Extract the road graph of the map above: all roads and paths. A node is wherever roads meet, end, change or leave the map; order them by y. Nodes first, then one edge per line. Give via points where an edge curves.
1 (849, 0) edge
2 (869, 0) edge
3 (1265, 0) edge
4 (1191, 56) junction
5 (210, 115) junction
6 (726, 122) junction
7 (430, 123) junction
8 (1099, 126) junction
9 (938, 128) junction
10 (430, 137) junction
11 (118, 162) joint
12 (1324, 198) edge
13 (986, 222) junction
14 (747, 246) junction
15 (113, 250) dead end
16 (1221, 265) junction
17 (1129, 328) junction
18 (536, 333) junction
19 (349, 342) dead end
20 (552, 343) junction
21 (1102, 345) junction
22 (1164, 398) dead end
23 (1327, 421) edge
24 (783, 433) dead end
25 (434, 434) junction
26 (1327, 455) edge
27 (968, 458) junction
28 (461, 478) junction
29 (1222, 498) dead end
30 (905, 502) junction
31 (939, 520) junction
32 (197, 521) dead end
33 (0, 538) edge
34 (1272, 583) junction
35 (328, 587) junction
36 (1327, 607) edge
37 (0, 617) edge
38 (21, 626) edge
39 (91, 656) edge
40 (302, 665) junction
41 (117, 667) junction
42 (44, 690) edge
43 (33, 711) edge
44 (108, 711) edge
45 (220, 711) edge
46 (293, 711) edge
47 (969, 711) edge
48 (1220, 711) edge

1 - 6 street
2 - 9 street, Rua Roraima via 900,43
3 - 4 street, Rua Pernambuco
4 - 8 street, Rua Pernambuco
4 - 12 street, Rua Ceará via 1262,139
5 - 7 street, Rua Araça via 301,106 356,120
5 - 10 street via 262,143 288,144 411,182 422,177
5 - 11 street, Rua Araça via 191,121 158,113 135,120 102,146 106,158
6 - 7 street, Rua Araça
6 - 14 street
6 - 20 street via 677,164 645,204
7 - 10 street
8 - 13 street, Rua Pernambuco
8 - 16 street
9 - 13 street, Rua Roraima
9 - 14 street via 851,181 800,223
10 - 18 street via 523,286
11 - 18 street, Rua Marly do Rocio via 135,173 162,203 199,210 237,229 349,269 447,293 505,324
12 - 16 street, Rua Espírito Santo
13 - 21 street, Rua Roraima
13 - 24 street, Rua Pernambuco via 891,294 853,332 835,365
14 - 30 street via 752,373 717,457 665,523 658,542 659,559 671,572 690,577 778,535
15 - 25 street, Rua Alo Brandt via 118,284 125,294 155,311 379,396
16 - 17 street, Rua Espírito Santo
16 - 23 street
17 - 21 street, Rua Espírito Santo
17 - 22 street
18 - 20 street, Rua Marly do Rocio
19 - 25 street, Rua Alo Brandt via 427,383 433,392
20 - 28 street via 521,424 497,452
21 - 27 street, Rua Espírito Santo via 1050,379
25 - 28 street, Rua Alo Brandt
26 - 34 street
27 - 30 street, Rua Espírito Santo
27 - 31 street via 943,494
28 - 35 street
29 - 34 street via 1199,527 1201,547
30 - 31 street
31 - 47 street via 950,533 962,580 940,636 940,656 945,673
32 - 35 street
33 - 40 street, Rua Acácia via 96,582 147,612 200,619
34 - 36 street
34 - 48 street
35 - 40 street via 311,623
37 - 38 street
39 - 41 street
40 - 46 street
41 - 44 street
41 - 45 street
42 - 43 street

▬▬▬▬▬▬▬▬▬▬

What you are asked to do: Lines with "Espírito" in the records above: copy every one of them.

Problem solution:
12 - 16 street, Rua Espírito Santo
16 - 17 street, Rua Espírito Santo
17 - 21 street, Rua Espírito Santo
21 - 27 street, Rua Espírito Santo via 1050,379
27 - 30 street, Rua Espírito Santo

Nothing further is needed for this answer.